◆ **ABOUT THIS TASK**
Your task is to find every line in the records that holds the string "Onondaga" and copy it.

--------

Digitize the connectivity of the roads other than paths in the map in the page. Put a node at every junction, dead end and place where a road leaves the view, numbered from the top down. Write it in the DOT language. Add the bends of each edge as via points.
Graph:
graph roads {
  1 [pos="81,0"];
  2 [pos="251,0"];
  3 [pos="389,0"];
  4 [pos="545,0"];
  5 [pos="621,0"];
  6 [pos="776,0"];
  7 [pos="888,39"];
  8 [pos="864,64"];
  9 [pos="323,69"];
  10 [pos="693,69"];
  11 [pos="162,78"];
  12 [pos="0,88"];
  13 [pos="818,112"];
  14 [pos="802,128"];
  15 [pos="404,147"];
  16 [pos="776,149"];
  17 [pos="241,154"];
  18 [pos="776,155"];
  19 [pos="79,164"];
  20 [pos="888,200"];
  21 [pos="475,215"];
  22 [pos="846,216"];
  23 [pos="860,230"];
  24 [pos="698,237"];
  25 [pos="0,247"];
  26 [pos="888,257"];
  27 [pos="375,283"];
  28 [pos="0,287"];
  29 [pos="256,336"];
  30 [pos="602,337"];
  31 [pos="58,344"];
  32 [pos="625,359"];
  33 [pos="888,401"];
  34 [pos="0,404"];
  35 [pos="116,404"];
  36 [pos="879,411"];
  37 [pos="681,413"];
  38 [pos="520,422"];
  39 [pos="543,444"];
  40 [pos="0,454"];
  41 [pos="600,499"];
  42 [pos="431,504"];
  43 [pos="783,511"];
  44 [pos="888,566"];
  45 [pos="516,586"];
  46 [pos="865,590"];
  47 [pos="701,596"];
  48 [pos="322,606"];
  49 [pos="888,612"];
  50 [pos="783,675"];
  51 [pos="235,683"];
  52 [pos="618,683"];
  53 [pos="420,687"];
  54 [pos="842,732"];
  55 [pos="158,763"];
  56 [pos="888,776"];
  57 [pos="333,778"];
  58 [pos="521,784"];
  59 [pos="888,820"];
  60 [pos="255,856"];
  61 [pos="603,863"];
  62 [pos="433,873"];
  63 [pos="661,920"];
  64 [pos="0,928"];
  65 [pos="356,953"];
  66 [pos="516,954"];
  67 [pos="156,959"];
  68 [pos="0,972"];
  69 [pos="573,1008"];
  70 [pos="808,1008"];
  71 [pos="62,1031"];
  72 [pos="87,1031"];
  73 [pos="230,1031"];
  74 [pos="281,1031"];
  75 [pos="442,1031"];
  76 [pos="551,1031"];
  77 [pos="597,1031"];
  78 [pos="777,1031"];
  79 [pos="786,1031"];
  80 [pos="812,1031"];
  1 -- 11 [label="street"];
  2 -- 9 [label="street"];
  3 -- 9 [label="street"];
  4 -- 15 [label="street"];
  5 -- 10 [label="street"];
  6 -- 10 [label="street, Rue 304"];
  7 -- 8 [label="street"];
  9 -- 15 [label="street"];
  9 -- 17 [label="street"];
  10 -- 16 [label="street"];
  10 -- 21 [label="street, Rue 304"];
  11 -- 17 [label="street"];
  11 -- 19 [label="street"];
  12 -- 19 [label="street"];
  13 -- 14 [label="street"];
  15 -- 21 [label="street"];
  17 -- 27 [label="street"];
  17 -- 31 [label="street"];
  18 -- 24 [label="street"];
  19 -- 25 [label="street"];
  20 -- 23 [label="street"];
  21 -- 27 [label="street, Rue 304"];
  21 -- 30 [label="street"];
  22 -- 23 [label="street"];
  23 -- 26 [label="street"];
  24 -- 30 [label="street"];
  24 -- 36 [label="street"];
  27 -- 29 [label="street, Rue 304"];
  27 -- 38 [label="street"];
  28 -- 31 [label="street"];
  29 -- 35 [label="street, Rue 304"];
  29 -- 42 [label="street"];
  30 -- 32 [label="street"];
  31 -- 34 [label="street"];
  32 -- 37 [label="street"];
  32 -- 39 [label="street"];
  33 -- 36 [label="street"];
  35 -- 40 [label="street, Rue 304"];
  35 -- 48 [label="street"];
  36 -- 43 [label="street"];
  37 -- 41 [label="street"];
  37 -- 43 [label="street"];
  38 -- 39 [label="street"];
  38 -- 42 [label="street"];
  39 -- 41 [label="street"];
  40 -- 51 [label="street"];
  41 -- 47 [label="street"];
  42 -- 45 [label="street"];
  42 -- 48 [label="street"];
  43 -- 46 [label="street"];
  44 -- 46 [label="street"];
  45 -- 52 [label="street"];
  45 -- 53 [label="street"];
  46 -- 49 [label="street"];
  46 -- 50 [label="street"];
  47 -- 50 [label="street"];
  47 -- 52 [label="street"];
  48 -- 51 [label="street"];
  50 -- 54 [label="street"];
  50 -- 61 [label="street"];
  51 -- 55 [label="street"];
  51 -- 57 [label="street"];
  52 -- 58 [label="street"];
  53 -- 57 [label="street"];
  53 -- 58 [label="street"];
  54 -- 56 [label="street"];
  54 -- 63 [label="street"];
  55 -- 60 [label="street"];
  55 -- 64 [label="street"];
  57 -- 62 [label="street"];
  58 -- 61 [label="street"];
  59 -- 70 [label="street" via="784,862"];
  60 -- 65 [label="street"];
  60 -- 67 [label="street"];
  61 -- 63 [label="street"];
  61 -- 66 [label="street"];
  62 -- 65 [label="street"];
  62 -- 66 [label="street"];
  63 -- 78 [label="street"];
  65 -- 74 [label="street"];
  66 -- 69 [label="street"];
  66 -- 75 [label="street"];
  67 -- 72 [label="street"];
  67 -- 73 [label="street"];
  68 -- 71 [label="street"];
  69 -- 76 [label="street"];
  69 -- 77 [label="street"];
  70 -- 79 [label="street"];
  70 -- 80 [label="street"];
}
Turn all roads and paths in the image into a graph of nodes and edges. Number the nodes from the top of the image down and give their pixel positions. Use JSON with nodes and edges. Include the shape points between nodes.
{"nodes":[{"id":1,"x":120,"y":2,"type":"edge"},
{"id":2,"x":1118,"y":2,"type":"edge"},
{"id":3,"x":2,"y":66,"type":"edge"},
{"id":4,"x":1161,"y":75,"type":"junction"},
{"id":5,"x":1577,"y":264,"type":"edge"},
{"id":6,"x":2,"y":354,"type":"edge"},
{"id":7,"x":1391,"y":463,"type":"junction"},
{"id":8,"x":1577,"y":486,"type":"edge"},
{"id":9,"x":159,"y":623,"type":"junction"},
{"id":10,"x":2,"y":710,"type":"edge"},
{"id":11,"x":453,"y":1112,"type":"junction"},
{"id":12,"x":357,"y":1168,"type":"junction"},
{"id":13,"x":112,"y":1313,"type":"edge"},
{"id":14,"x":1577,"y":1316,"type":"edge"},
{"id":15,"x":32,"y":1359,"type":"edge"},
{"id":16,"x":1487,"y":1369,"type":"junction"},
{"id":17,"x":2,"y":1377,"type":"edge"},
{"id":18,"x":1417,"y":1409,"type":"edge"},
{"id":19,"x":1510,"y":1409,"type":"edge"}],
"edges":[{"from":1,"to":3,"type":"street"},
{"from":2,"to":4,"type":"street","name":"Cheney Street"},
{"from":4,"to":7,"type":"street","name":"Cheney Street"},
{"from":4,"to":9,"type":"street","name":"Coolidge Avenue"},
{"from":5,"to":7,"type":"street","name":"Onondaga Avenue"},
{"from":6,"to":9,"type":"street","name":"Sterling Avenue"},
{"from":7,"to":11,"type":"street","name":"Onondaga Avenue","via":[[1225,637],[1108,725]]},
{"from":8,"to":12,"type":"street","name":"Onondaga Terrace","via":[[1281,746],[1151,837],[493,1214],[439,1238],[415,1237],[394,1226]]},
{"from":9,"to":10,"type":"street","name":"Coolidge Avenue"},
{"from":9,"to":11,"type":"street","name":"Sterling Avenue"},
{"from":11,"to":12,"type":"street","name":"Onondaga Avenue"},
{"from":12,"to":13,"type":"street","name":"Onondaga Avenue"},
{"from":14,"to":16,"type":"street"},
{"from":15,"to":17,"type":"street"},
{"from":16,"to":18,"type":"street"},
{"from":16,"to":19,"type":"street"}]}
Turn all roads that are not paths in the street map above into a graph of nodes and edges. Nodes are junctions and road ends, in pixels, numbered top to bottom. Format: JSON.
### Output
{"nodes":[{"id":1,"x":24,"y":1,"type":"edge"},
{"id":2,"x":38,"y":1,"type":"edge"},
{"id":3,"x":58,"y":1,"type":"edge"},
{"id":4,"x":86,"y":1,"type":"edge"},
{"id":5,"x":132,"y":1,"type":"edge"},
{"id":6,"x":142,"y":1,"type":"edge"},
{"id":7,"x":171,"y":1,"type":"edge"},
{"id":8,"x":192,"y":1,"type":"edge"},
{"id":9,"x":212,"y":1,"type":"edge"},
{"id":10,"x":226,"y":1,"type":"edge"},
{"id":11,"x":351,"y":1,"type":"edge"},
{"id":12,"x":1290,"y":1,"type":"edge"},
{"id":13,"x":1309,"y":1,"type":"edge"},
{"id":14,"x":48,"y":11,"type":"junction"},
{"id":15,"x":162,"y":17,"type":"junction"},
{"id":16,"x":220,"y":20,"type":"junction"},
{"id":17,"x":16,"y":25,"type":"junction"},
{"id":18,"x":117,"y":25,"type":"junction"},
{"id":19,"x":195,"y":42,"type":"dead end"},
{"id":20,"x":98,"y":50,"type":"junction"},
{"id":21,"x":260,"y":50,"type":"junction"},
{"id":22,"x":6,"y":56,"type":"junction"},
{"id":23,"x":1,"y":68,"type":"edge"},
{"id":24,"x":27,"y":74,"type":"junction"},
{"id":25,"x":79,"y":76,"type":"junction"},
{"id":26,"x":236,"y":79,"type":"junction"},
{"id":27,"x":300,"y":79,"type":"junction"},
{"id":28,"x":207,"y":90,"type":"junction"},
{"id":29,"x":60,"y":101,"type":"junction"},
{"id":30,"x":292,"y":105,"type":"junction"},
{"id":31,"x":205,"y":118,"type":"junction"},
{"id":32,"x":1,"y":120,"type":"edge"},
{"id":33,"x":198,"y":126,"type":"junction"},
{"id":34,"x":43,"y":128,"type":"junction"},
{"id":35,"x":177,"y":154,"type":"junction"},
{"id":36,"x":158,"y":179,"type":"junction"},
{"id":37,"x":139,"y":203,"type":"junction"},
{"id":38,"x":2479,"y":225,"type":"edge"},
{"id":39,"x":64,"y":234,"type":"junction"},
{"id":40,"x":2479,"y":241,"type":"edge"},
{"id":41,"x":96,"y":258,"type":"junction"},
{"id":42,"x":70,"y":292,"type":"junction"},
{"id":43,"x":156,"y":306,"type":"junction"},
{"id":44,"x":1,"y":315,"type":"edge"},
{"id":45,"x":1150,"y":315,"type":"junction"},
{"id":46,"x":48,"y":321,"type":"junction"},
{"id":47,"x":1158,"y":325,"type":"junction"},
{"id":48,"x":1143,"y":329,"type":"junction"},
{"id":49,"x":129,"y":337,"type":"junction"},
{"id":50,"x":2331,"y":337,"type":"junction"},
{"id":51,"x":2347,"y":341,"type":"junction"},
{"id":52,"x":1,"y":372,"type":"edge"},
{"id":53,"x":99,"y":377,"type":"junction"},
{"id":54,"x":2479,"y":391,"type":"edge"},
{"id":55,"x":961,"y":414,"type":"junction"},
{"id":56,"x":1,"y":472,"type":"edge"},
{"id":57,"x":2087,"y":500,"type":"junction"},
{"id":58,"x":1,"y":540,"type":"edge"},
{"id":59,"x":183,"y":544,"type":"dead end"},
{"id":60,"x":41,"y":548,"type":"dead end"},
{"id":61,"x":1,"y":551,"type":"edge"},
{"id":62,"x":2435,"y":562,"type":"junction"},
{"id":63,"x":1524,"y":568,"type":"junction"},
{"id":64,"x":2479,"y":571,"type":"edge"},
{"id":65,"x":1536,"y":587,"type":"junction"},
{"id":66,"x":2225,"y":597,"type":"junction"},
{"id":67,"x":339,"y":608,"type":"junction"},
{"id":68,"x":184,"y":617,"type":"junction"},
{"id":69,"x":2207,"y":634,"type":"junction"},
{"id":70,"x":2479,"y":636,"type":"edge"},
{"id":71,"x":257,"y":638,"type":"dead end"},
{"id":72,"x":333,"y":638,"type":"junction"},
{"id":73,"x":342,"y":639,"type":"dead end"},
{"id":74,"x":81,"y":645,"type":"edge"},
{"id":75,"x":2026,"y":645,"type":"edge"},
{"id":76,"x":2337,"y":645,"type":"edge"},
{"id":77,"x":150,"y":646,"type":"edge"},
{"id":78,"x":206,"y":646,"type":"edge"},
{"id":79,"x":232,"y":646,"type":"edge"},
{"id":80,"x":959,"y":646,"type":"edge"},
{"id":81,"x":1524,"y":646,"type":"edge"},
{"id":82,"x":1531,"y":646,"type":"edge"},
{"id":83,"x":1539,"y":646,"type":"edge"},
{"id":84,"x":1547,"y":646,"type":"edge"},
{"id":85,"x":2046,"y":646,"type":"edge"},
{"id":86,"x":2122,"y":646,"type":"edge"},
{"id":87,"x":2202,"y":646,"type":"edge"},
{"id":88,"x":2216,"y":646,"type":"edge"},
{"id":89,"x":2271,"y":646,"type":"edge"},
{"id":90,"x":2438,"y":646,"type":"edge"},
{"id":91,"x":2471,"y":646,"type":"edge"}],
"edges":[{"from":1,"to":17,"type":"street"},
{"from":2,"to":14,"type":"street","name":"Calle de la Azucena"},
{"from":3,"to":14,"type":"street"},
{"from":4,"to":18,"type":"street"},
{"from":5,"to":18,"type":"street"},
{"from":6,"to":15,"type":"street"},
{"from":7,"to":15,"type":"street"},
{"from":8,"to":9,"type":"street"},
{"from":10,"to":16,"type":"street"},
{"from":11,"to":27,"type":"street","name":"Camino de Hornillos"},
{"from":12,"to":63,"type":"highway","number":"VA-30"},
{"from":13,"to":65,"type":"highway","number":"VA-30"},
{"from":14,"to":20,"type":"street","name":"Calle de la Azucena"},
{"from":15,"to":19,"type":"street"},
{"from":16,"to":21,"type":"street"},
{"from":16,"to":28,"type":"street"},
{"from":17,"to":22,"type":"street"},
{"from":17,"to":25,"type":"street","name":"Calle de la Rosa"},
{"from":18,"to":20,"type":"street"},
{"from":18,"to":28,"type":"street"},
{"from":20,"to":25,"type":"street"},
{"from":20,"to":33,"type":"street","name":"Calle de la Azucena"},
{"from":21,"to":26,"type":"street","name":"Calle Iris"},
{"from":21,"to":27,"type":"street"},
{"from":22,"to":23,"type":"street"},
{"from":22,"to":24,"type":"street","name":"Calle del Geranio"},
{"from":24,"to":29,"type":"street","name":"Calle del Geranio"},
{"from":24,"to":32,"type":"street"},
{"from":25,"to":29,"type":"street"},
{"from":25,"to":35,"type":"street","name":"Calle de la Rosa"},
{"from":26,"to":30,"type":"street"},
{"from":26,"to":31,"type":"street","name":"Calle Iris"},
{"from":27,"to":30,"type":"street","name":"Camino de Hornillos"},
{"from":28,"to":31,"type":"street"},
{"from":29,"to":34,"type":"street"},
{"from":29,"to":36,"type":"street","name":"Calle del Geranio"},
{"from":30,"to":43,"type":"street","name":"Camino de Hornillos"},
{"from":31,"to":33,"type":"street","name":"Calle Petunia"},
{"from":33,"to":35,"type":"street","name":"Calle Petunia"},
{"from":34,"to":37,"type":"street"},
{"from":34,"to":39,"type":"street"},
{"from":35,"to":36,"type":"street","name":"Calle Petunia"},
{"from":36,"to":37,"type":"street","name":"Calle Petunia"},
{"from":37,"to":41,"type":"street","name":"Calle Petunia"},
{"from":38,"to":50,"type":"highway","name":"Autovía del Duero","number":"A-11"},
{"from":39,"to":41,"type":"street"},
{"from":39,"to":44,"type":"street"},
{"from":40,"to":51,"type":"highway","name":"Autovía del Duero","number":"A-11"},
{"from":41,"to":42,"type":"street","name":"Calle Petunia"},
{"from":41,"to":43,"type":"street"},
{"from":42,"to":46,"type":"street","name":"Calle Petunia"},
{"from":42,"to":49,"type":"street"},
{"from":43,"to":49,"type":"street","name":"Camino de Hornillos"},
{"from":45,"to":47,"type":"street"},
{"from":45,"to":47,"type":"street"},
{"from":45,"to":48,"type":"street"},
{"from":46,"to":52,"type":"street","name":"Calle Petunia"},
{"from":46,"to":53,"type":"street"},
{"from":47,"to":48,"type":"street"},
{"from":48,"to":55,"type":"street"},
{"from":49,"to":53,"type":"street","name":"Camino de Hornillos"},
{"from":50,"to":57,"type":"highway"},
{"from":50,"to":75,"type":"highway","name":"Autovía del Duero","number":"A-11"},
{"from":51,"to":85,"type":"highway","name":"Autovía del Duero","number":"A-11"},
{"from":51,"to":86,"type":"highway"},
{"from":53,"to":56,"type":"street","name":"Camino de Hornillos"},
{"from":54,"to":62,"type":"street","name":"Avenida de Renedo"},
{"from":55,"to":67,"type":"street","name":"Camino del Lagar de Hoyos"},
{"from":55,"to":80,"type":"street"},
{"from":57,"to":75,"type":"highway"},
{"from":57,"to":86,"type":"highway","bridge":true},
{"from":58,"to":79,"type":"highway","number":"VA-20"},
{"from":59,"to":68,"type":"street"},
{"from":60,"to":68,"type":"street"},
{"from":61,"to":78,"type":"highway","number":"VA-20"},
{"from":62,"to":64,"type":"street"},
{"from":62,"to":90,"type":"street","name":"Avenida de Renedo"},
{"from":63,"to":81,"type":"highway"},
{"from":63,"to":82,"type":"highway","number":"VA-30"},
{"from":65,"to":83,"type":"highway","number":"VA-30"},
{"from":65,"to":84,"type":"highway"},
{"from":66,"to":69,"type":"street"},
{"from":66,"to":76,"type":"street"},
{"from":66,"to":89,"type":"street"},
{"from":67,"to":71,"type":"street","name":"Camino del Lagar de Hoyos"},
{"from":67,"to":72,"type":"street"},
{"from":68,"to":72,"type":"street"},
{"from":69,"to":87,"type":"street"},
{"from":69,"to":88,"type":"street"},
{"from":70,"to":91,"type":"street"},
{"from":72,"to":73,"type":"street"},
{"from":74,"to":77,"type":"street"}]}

--------

◆ **RESULT OF THE TASK**
{"from":5,"to":7,"type":"street","name":"Onondaga Avenue"},
{"from":7,"to":11,"type":"street","name":"Onondaga Avenue","via":[[1225,637],[1108,725]]},
{"from":8,"to":12,"type":"street","name":"Onondaga Terrace","via":[[1281,746],[1151,837],[493,1214],[439,1238],[415,1237],[394,1226]]},
{"from":11,"to":12,"type":"street","name":"Onondaga Avenue"},
{"from":12,"to":13,"type":"street","name":"Onondaga Avenue"},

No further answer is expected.